Usem camisinha, não oprimam sua afetividade e sexualidade (isso seria um desserviço à conscientização) e sejam felizes!

quinta-feira, 1 de novembro de 2007

Meninos, eu vi!

Ontem à noite vi algo que não deveria ter visto. Algo que ninguém deveria jamais ver. Havia crianças lá e elas também viram, dos colos de suas mães. E homens e mulheres, eles também viram.

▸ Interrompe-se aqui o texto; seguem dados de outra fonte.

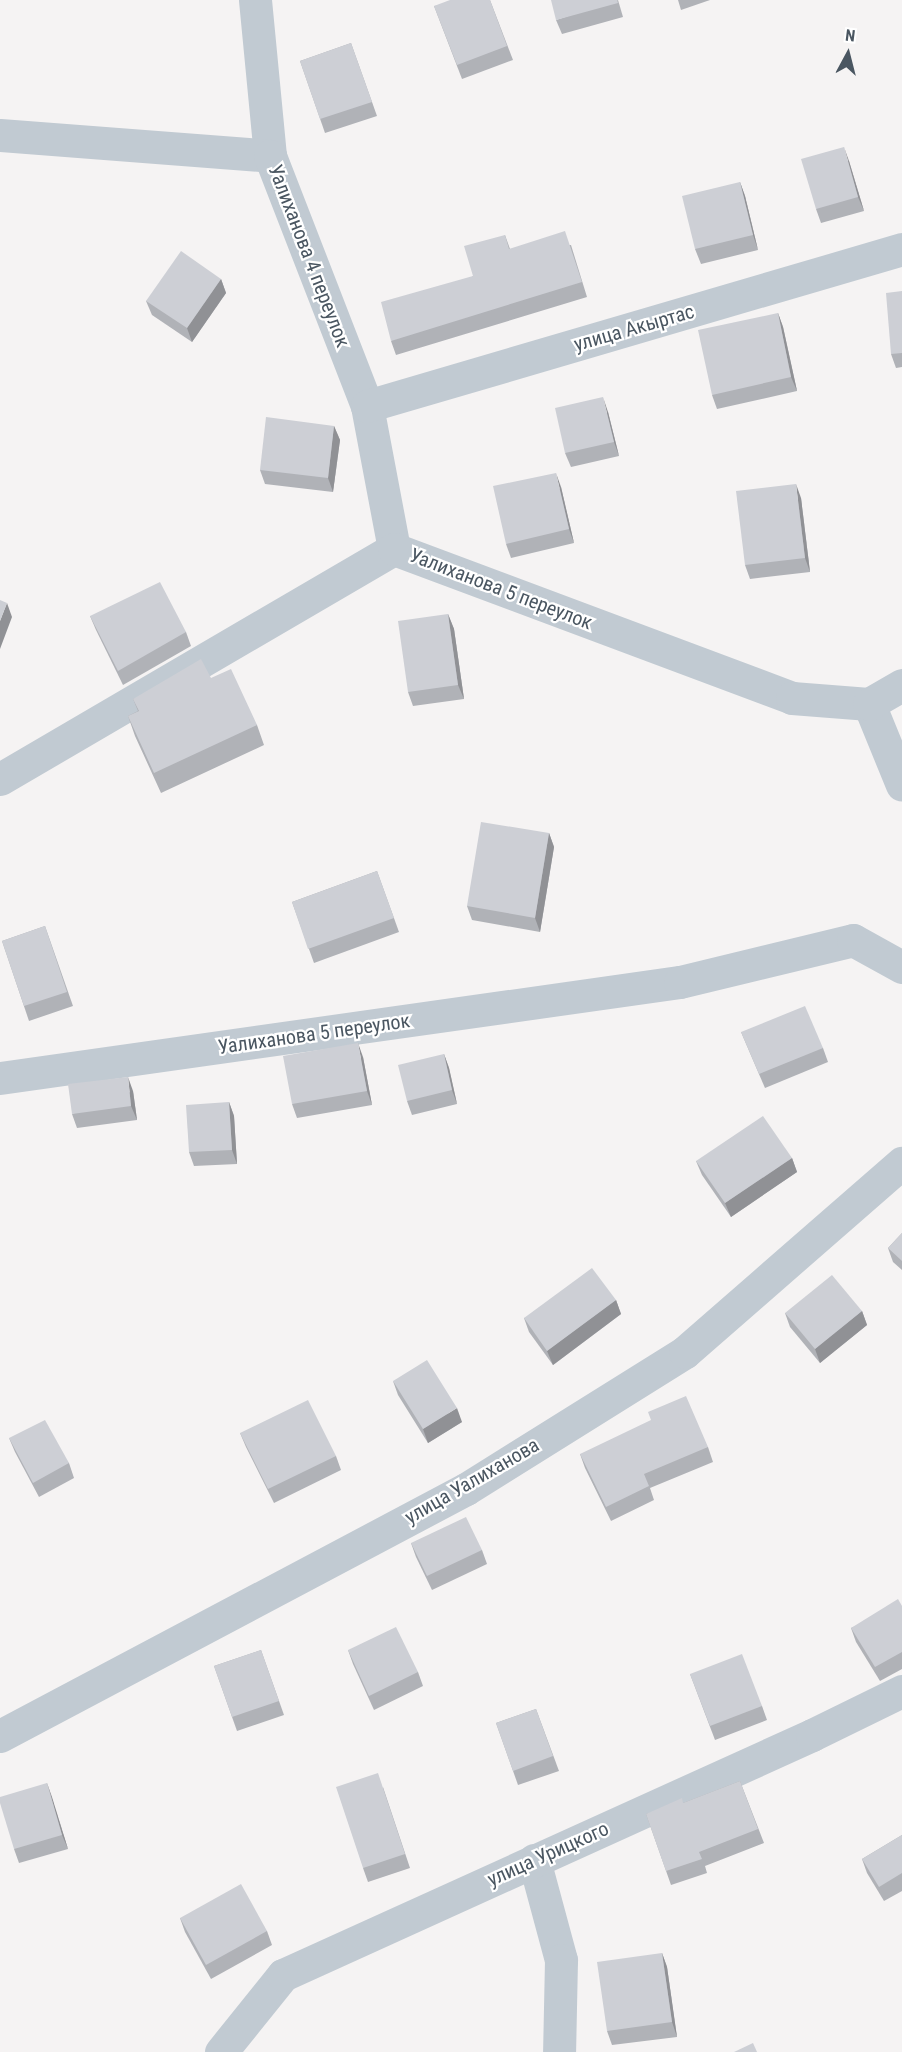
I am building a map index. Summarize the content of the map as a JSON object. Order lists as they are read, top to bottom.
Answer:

Andando de madrugada, voltando da casa da namorada, ouvi pipocos. Imaginei serem disparos do cano de descarga de um motoqueiro que vinha. Não eram. Eram tiros. Mais à frente vi um vulto, um homem de cuecas, calças sendo jogadas a alguém. Temi assalto. Temi por mim. Corri.

Um carro veio em minha direção. Homens em um pick-up, montados na caçamba. Não era nada. Jovens, como eu, andando na noite. Também viram o que eu vi. Estavam assustados, como eu também estava.

Logo atrás vinha um carro da polícia. Não, nada perseguiam. Passeavam pacatamente sob a lua. Tão pertos de mim e do que meus olhos presenciaram, nada viram.

Desnorteado e com medo, segui até o ponto de ônibus mais próximo. Já dentro da condução, passei pelo local onde havia visto o homem de cuecas. Coisa alguma estava acontecendo por ali.

Uns duzentos metros adiante, em um beco, pessoas se aglomeravam, carros estavam parados. Homens, mulheres e crianças; todos em volta de um homem jogado ao chão, sem cuecas, sem nada, punhos e tornozelos amarrados com trapos ensangüentados. Tremia, estrebuchava sobre o chão. Sentia dor, sentia medo.

A idéia de que se tratava de um assalto me abandonou. Era uma execução, só poderia ser. Acho que nunca vou saber quem era aquele homem ou porque estava naquela situação. Tampouco vou conseguir esquecer o que presenciei.

Hoje passei pelo local, de ônibus. Os rastros de sangue estavam lá, secos, na exata disposição de minhas lembranças. Minha mente foi invadida pelos homens, mulheres e crianças, todos em volta do homem, olhando. Nada viram, aposto. Mas eu vi, meninos, eu vi!

segunda-feira, 29 de outubro de 2007

Primeiro Contato















Dizem que todo escritor moderno e descolado precisa ter um blog. De preferência um desses mais cool, onde todos os escritores famosos e legais têm os seus. Aqui estou, então, pensando sobre o que diabos vou escrever aqui.


Não importa. Pelo que vi em outros blogs, inicialmente todos têm a mesma inquietação que eu, mas terminam achando seu caminho blogueiro, sua identidade autoral. Espero que assim seja comigo.


Enfim...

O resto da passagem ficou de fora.